In order for an API to be supported by workers, their dependency on *Page has
to be removed. To keep this PR smaller, we're only converting a minimum number
of APIs from Page to Execution. All other APIs should not be exposed to the
worker (better to get a FormData undefined than to try to segfault trying to
execute FormData without a page).
Turns out you can embed multiple contexts within a snapshot. So our snapshot
now contains the Page context (as before) but also the Worker context. This
gives us the performance benefit of snapshots and makes context creation for
pages and workers much more similar.
We'll have two types of contexts: one for pages and one for workers. They'll
[probably] both be js.Context, but they'll have distinct FunctionTemplates
attached to their global. The Worker template will only contain a small subset
of the main Page's types, along with 1 or 2 of its own specific ones.

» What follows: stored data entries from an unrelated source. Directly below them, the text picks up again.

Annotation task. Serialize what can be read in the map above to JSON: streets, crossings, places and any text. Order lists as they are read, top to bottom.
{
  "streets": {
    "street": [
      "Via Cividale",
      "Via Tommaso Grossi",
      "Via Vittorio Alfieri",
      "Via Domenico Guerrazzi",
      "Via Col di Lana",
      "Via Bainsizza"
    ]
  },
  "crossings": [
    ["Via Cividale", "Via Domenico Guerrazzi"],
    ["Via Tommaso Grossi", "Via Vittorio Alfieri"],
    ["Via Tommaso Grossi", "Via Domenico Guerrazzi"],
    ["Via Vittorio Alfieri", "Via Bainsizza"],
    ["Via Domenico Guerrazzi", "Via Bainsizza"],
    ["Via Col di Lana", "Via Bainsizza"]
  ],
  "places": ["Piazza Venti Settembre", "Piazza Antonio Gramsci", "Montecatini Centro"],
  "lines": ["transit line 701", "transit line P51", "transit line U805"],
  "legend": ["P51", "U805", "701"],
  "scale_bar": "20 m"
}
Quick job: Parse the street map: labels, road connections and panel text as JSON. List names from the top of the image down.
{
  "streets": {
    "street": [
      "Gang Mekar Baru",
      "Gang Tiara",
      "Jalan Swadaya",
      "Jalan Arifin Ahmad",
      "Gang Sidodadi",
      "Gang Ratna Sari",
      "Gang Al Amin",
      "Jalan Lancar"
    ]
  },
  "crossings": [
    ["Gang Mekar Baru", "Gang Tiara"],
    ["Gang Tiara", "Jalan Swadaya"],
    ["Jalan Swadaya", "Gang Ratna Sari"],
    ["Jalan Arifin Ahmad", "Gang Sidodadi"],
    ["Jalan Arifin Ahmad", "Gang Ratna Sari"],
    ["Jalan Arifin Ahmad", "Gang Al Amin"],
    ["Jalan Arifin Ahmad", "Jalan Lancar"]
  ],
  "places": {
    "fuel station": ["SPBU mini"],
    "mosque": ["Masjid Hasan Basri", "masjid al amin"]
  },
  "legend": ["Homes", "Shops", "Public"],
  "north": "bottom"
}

The Snapshot now creates the templates for both, so that the Env contains the
function templates for both contexts. Furthermore, having a "merged" view like
this ensures that the env.template[N] indices are consistent between the two.
However, the snapshot only attaches the Page-specific types to the snapshot
context. This allows the Page-context to be created as-is (e.g. efficiently).
The worker context will be created lazily, on demand, but from the templates
loaded into the env (since, again, the env contains templates for both).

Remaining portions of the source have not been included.